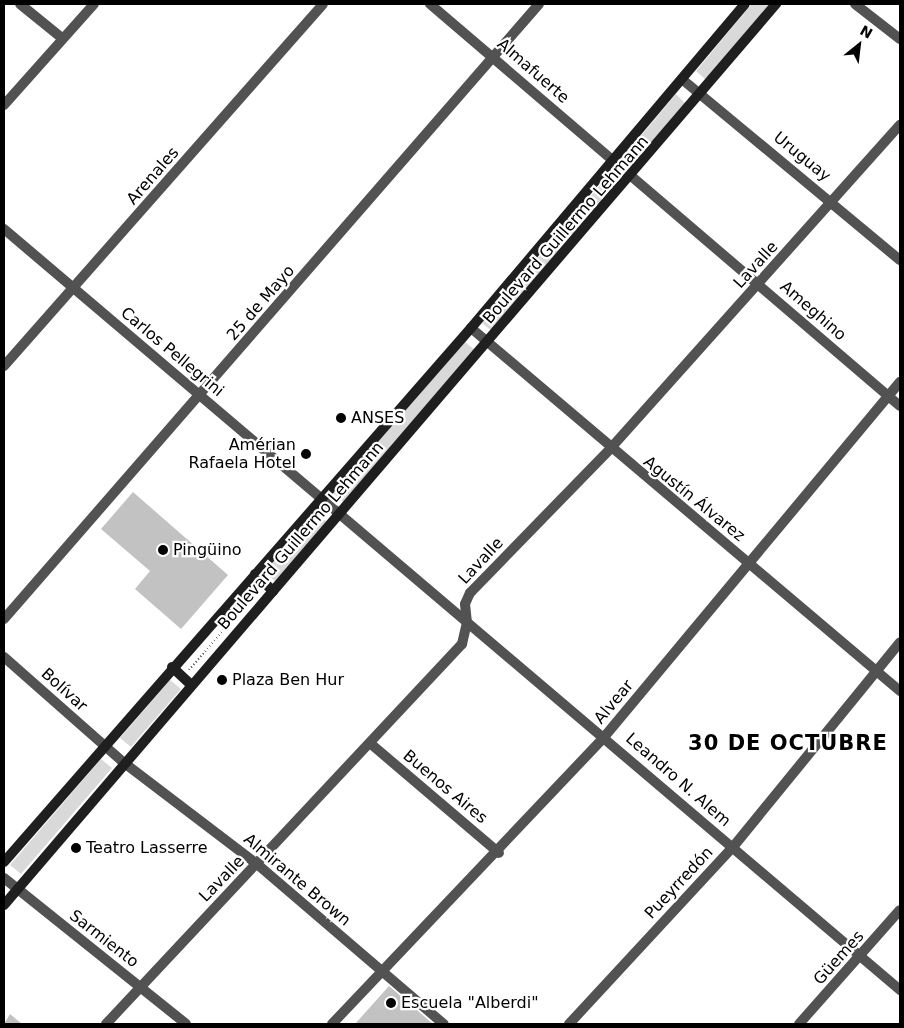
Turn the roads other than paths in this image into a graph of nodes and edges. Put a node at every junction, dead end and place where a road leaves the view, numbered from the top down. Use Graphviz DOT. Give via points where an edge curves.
graph roads {
  1 [pos="20,4"];
  2 [pos="94,4"];
  3 [pos="323,4"];
  4 [pos="430,4"];
  5 [pos="539,4"];
  6 [pos="745,4"];
  7 [pos="776,4"];
  8 [pos="854,4"];
  9 [pos="63,39"];
  10 [pos="900,39"];
  11 [pos="494,56"];
  12 [pos="683,80"];
  13 [pos="700,94"];
  14 [pos="4,106"];
  15 [pos="900,125"];
  16 [pos="614,163"];
  17 [pos="631,178"];
  18 [pos="833,201"];
  19 [pos="4,229"];
  20 [pos="900,260"];
  21 [pos="759,284"];
  22 [pos="74,288"];
  23 [pos="471,328"];
  24 [pos="487,345"];
  25 [pos="4,366"];
  26 [pos="900,382"];
  27 [pos="201,396"];
  28 [pos="888,396"];
  29 [pos="900,406"];
  30 [pos="610,449"];
  31 [pos="318,500"];
  32 [pos="337,516"];
  33 [pos="750,565"];
  34 [pos="255,574"];
  35 [pos="273,591"];
  36 [pos="4,619"];
  37 [pos="467,623"];
  38 [pos="900,642"];
  39 [pos="4,657"];
  40 [pos="172,668"];
  41 [pos="876,670"];
  42 [pos="191,686"];
  43 [pos="900,691"];
  44 [pos="605,736"];
  45 [pos="371,744"];
  46 [pos="104,746"];
  47 [pos="123,762"];
  48 [pos="733,847"];
  49 [pos="499,853"];
  50 [pos="4,862"];
  51 [pos="257,864"];
  52 [pos="4,878"];
  53 [pos="16,890"];
  54 [pos="4,904"];
  55 [pos="900,910"];
  56 [pos="861,958"];
  57 [pos="383,972"];
  58 [pos="140,986"];
  59 [pos="900,990"];
  60 [pos="106,1024"];
  61 [pos="186,1024"];
  62 [pos="332,1024"];
  63 [pos="444,1024"];
  64 [pos="569,1024"];
  65 [pos="799,1024"];
  1 -- 9 [label="street"];
  2 -- 9 [label="street"];
  3 -- 22 [label="street, Arenales"];
  4 -- 11 [label="street, Almafuerte"];
  5 -- 11 [label="street, 25 de Mayo"];
  6 -- 12 [label="main road, Boulevard Guillermo Lehmann"];
  7 -- 13 [label="main road, Boulevard Guillermo Lehmann"];
  8 -- 10 [label="street"];
  9 -- 14 [label="street"];
  11 -- 16 [label="street, Almafuerte"];
  11 -- 27 [label="street, 25 de Mayo"];
  12 -- 13 [label="street, Uruguay"];
  12 -- 16 [label="main road, Boulevard Guillermo Lehmann"];
  13 -- 17 [label="main road, Boulevard Guillermo Lehmann"];
  13 -- 18 [label="street, Uruguay"];
  15 -- 18 [label="street, Lavalle"];
  16 -- 17 [label="street, Ameghino"];
  16 -- 23 [label="main road, Boulevard Guillermo Lehmann"];
  17 -- 21 [label="street, Ameghino"];
  17 -- 24 [label="main road, Boulevard Guillermo Lehmann"];
  18 -- 20 [label="street, Uruguay"];
  18 -- 21 [label="street, Lavalle"];
  19 -- 22 [label="street, Carlos Pellegrini"];
  21 -- 28 [label="street, Ameghino"];
  21 -- 30 [label="street, Lavalle"];
  22 -- 25 [label="street, Arenales"];
  22 -- 27 [label="street, Carlos Pellegrini"];
  23 -- 24 [label="street, Agustín Álvarez"];
  23 -- 31 [label="main road, Boulevard Guillermo Lehmann"];
  24 -- 30 [label="street, Agustín Álvarez"];
  24 -- 32 [label="main road, Boulevard Guillermo Lehmann"];
  26 -- 28 [label="street, Alvear"];
  27 -- 31 [label="street, Carlos Pellegrini"];
  27 -- 36 [label="street, 25 de Mayo"];
  28 -- 29 [label="street, Ameghino"];
  28 -- 33 [label="street, Alvear"];
  30 -- 33 [label="street, Agustín Álvarez"];
  30 -- 37 [label="street, Lavalle" via="470,593 465,604"];
  31 -- 32 [label="street, Leandro N. Alem"];
  31 -- 34 [label="main road, Boulevard Guillermo Lehmann"];
  32 -- 35 [label="main road, Boulevard Guillermo Lehmann"];
  32 -- 37 [label="street, Leandro N. Alem"];
  33 -- 41 [label="street, Agustín Álvarez"];
  33 -- 44 [label="street, Alvear"];
  34 -- 35 [label="main road"];
  34 -- 40 [label="main road, Boulevard Guillermo Lehmann"];
  35 -- 42 [label="main road, Boulevard Guillermo Lehmann"];
  37 -- 44 [label="street, Leandro N. Alem"];
  37 -- 45 [label="street, Lavalle" via="462,644"];
  38 -- 41 [label="street, Pueyrredón"];
  39 -- 46 [label="street, Bolívar"];
  40 -- 42 [label="main road"];
  40 -- 46 [label="main road, Boulevard Guillermo Lehmann"];
  41 -- 43 [label="street, Agustín Álvarez"];
  41 -- 48 [label="street, Pueyrredón"];
  42 -- 47 [label="main road, Boulevard Guillermo Lehmann"];
  44 -- 48 [label="street, Leandro N. Alem"];
  44 -- 49 [label="street, Alvear"];
  45 -- 49 [label="street, Buenos Aires"];
  45 -- 51 [label="street, Lavalle"];
  46 -- 47 [label="street, Almirante Brown"];
  46 -- 50 [label="main road, Boulevard Guillermo Lehmann"];
  47 -- 51 [label="street, Almirante Brown"];
  47 -- 53 [label="main road, Boulevard Guillermo Lehmann"];
  48 -- 56 [label="street, Leandro N. Alem"];
  48 -- 64 [label="street, Pueyrredón"];
  49 -- 57 [label="street, Alvear"];
  51 -- 57 [label="street, Almirante Brown"];
  51 -- 58 [label="street, Lavalle"];
  52 -- 53 [label="street, Sarmiento"];
  53 -- 54 [label="main road, Boulevard Guillermo Lehmann"];
  53 -- 58 [label="street, Sarmiento"];
  55 -- 56 [label="street, Güemes"];
  56 -- 59 [label="street, Leandro N. Alem"];
  56 -- 65 [label="street, Güemes"];
  57 -- 62 [label="street, Alvear"];
  57 -- 63 [label="street, Almirante Brown"];
  58 -- 60 [label="street, Lavalle"];
  58 -- 61 [label="street, Sarmiento"];
}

## Goal of the exercise
Repeat the material above exactly. Leave every picture out of it.

## Solution to this task
Turn the roads other than paths in this image into a graph of nodes and edges. Put a node at every junction, dead end and place where a road leaves the view, numbered from the top down. Use Graphviz DOT. Give via points where an edge curves.
graph roads {
  1 [pos="20,4"];
  2 [pos="94,4"];
  3 [pos="323,4"];
  4 [pos="430,4"];
  5 [pos="539,4"];
  6 [pos="745,4"];
  7 [pos="776,4"];
  8 [pos="854,4"];
  9 [pos="63,39"];
  10 [pos="900,39"];
  11 [pos="494,56"];
  12 [pos="683,80"];
  13 [pos="700,94"];
  14 [pos="4,106"];
  15 [pos="900,125"];
  16 [pos="614,163"];
  17 [pos="631,178"];
  18 [pos="833,201"];
  19 [pos="4,229"];
  20 [pos="900,260"];
  21 [pos="759,284"];
  22 [pos="74,288"];
  23 [pos="471,328"];
  24 [pos="487,345"];
  25 [pos="4,366"];
  26 [pos="900,382"];
  27 [pos="201,396"];
  28 [pos="888,396"];
  29 [pos="900,406"];
  30 [pos="610,449"];
  31 [pos="318,500"];
  32 [pos="337,516"];
  33 [pos="750,565"];
  34 [pos="255,574"];
  35 [pos="273,591"];
  36 [pos="4,619"];
  37 [pos="467,623"];
  38 [pos="900,642"];
  39 [pos="4,657"];
  40 [pos="172,668"];
  41 [pos="876,670"];
  42 [pos="191,686"];
  43 [pos="900,691"];
  44 [pos="605,736"];
  45 [pos="371,744"];
  46 [pos="104,746"];
  47 [pos="123,762"];
  48 [pos="733,847"];
  49 [pos="499,853"];
  50 [pos="4,862"];
  51 [pos="257,864"];
  52 [pos="4,878"];
  53 [pos="16,890"];
  54 [pos="4,904"];
  55 [pos="900,910"];
  56 [pos="861,958"];
  57 [pos="383,972"];
  58 [pos="140,986"];
  59 [pos="900,990"];
  60 [pos="106,1024"];
  61 [pos="186,1024"];
  62 [pos="332,1024"];
  63 [pos="444,1024"];
  64 [pos="569,1024"];
  65 [pos="799,1024"];
  1 -- 9 [label="street"];
  2 -- 9 [label="street"];
  3 -- 22 [label="street, Arenales"];
  4 -- 11 [label="street, Almafuerte"];
  5 -- 11 [label="street, 25 de Mayo"];
  6 -- 12 [label="main road, Boulevard Guillermo Lehmann"];
  7 -- 13 [label="main road, Boulevard Guillermo Lehmann"];
  8 -- 10 [label="street"];
  9 -- 14 [label="street"];
  11 -- 16 [label="street, Almafuerte"];
  11 -- 27 [label="street, 25 de Mayo"];
  12 -- 13 [label="street, Uruguay"];
  12 -- 16 [label="main road, Boulevard Guillermo Lehmann"];
  13 -- 17 [label="main road, Boulevard Guillermo Lehmann"];
  13 -- 18 [label="street, Uruguay"];
  15 -- 18 [label="street, Lavalle"];
  16 -- 17 [label="street, Ameghino"];
  16 -- 23 [label="main road, Boulevard Guillermo Lehmann"];
  17 -- 21 [label="street, Ameghino"];
  17 -- 24 [label="main road, Boulevard Guillermo Lehmann"];
  18 -- 20 [label="street, Uruguay"];
  18 -- 21 [label="street, Lavalle"];
  19 -- 22 [label="street, Carlos Pellegrini"];
  21 -- 28 [label="street, Ameghino"];
  21 -- 30 [label="street, Lavalle"];
  22 -- 25 [label="street, Arenales"];
  22 -- 27 [label="street, Carlos Pellegrini"];
  23 -- 24 [label="street, Agustín Álvarez"];
  23 -- 31 [label="main road, Boulevard Guillermo Lehmann"];
  24 -- 30 [label="street, Agustín Álvarez"];
  24 -- 32 [label="main road, Boulevard Guillermo Lehmann"];
  26 -- 28 [label="street, Alvear"];
  27 -- 31 [label="street, Carlos Pellegrini"];
  27 -- 36 [label="street, 25 de Mayo"];
  28 -- 29 [label="street, Ameghino"];
  28 -- 33 [label="street, Alvear"];
  30 -- 33 [label="street, Agustín Álvarez"];
  30 -- 37 [label="street, Lavalle" via="470,593 465,604"];
  31 -- 32 [label="street, Leandro N. Alem"];
  31 -- 34 [label="main road, Boulevard Guillermo Lehmann"];
  32 -- 35 [label="main road, Boulevard Guillermo Lehmann"];
  32 -- 37 [label="street, Leandro N. Alem"];
  33 -- 41 [label="street, Agustín Álvarez"];
  33 -- 44 [label="street, Alvear"];
  34 -- 35 [label="main road"];
  34 -- 40 [label="main road, Boulevard Guillermo Lehmann"];
  35 -- 42 [label="main road, Boulevard Guillermo Lehmann"];
  37 -- 44 [label="street, Leandro N. Alem"];
  37 -- 45 [label="street, Lavalle" via="462,644"];
  38 -- 41 [label="street, Pueyrredón"];
  39 -- 46 [label="street, Bolívar"];
  40 -- 42 [label="main road"];
  40 -- 46 [label="main road, Boulevard Guillermo Lehmann"];
  41 -- 43 [label="street, Agustín Álvarez"];
  41 -- 48 [label="street, Pueyrredón"];
  42 -- 47 [label="main road, Boulevard Guillermo Lehmann"];
  44 -- 48 [label="street, Leandro N. Alem"];
  44 -- 49 [label="street, Alvear"];
  45 -- 49 [label="street, Buenos Aires"];
  45 -- 51 [label="street, Lavalle"];
  46 -- 47 [label="street, Almirante Brown"];
  46 -- 50 [label="main road, Boulevard Guillermo Lehmann"];
  47 -- 51 [label="street, Almirante Brown"];
  47 -- 53 [label="main road, Boulevard Guillermo Lehmann"];
  48 -- 56 [label="street, Leandro N. Alem"];
  48 -- 64 [label="street, Pueyrredón"];
  49 -- 57 [label="street, Alvear"];
  51 -- 57 [label="street, Almirante Brown"];
  51 -- 58 [label="street, Lavalle"];
  52 -- 53 [label="street, Sarmiento"];
  53 -- 54 [label="main road, Boulevard Guillermo Lehmann"];
  53 -- 58 [label="street, Sarmiento"];
  55 -- 56 [label="street, Güemes"];
  56 -- 59 [label="street, Leandro N. Alem"];
  56 -- 65 [label="street, Güemes"];
  57 -- 62 [label="street, Alvear"];
  57 -- 63 [label="street, Almirante Brown"];
  58 -- 60 [label="street, Lavalle"];
  58 -- 61 [label="street, Sarmiento"];
}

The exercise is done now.